Gosto de imaginar que ilhas significam-se ― fazem-se dizer por signos ― mediante barcos que se aventuram nas águas que as separam, mas também as unem: as águas podem ser oceânicas ou simples veredas, salgadas ou doces, profundas, turbulentas e mais difíceis de navegar, ou arroios cristalinos que escorrem transparentes entre pedras e vegetação de grande frescor. Os barcos, as palavras. E tudo o mais que diz respeito à palavra afeto, no sentido de afetar, atravessar. Escrever e ler são pontas de ilhas que se fazem significar ― os trajetos dependem dos barcos, das ilhas, das águas que as separam. Este blog não pretende nada, exceto lançar barcos que eventualmente alcancem outras ilhas. Barquinhos de papel.

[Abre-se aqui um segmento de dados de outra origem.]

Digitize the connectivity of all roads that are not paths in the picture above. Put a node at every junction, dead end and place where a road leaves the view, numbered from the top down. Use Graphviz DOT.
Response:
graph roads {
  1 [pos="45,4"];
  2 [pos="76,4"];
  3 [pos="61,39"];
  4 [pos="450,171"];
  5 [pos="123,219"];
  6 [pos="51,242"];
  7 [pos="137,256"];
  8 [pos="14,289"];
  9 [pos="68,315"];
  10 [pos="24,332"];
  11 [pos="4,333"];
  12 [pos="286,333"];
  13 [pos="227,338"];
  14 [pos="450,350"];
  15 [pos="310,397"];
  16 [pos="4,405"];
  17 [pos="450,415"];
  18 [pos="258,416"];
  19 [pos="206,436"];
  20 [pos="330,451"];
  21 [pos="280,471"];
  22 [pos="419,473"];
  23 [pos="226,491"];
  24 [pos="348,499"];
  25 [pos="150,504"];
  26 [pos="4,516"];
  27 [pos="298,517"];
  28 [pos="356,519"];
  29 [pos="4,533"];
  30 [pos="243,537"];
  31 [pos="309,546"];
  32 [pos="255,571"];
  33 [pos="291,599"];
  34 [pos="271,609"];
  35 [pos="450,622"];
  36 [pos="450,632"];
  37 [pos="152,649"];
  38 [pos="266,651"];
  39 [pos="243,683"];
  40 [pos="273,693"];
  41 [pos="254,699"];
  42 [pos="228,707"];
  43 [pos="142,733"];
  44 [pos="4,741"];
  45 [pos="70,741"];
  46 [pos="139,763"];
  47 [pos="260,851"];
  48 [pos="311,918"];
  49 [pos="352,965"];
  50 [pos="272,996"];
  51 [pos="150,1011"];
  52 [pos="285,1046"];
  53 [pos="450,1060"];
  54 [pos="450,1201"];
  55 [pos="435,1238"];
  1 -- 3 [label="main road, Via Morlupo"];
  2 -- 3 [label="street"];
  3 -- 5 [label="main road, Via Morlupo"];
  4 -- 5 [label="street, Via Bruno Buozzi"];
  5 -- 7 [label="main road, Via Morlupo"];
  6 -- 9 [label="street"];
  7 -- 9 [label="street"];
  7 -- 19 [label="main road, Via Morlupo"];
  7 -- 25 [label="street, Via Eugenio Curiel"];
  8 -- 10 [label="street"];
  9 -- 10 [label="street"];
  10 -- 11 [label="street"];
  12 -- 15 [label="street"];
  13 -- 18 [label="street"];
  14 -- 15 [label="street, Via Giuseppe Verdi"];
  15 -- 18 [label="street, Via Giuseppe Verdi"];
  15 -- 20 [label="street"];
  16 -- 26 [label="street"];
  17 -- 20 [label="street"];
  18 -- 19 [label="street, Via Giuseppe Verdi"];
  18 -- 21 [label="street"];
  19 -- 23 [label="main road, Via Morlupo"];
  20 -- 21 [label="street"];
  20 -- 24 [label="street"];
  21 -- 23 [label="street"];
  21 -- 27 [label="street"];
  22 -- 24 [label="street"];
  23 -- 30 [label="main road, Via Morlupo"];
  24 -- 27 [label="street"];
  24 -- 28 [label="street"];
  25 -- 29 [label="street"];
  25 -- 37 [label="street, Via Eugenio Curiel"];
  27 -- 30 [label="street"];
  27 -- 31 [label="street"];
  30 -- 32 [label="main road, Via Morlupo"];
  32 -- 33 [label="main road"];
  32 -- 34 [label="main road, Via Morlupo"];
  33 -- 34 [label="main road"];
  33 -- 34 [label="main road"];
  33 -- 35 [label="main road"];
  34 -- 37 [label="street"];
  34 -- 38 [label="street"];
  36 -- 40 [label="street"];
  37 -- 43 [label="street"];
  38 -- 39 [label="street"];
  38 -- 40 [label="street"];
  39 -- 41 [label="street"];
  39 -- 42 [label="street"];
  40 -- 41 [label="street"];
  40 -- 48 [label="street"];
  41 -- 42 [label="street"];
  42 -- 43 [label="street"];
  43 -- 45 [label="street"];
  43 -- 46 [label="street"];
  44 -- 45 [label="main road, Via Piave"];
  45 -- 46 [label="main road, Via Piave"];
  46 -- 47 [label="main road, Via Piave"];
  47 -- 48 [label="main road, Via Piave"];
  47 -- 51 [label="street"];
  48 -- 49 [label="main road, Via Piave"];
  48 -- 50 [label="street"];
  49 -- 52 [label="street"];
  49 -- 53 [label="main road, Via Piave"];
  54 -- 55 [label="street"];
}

segunda-feira, 14 de fevereiro de 2011

Emily Dickinson: Things are not what they are ―

Quem quer que desiluda
Uma só Alma Humana
Por erro ou irreverência
Todo o mal pagará.

Como o Pássaro ingênuo
Como a vívida Estrela
Até a indicação sinistra
Nada é o que é ―


Whoever disenchants
A single Human soul
By failure or irreverence
Is guilty of the whole.

As guileless as a Bird
As graphic as a Star
Till the suggestion sinister
Things are not what they are ―

DICKINSON, Emily. Alguns poemas. Trad. José Lira. São Paulo: Iluminuras, 2008, p.60-61.